Ventricular Tachycardia Due to Triggered Activity: Role of Early and Delayed Afterdepolarizations.
Review
Overview
abstract
Most forms of sustained ventricular tachycardia (VT) are caused by re-entry, resulting from altered myocardial conduction and refractoriness secondary to underlying structural heart disease. In contrast, VT caused by triggered activity (TA) is unrelated to an abnormal structural substrate and is often caused by molecular defects affecting ion channel function or regulation of intracellular calcium cycling. This review summarizes the cellular and molecular bases underlying TA and exemplifies their clinical relevance with selective representative scenarios.
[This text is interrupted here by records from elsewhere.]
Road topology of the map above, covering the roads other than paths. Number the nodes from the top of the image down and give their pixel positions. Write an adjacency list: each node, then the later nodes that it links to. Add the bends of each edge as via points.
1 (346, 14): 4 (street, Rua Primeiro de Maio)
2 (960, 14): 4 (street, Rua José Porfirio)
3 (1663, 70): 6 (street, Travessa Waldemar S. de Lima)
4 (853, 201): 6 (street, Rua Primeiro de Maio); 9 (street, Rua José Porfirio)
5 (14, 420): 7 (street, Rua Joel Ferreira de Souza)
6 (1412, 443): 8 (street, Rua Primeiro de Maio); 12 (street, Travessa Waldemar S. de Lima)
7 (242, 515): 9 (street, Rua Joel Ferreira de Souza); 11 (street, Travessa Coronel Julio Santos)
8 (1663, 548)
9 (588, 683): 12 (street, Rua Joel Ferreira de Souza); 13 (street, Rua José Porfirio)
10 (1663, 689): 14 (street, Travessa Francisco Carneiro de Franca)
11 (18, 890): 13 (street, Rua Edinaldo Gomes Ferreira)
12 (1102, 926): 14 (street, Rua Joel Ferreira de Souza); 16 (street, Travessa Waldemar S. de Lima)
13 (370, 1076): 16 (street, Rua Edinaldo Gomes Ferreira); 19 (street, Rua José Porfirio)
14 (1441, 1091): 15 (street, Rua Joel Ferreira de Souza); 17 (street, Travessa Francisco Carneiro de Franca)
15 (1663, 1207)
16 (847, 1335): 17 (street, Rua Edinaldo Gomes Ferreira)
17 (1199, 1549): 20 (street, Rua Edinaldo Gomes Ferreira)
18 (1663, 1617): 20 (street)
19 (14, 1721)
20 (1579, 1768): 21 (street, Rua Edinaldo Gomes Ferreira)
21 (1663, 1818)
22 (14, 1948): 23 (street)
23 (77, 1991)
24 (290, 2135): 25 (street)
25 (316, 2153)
The underlying basis of TA caused by delayed afterdepolarizations is related to sarcoplasmic reticulum calcium overload, calcium waves, and diastolic sarcoplasmic reticulum calcium leak. Clinical examples of TA caused by delayed afterdepolarizations include sustained right and left ventricular outflow tract tachycardia and catecholaminergic polymorphic VT. The other form of afterpotentials, early afterdepolarizations, are systolic events and inscribe early afterdepolarizations during phase 2 or phase 3 of the action potential. The fundamental defect is a decrease in repolarization reserve with associated increases in late plateau inward currents. Malignant ventricular arrhythmias in the long QT syndromes are initiated by early afterdepolarization-mediated TA. An understanding of the molecular and cellular bases of these arrhythmias has resulted in generally effective pharmacologic-based therapies, but these are nonspecific agents that have off-target effects. Therapeutic efficacy may need to be augmented with an implantable defibrillator. Next-generation therapies will include novel agents that rescue arrhythmogenic abnormalities in cellular signaling pathways and gene therapy approaches that transfer or edit pathogenic gene variants or silence mutant messenger ribonucleic acid.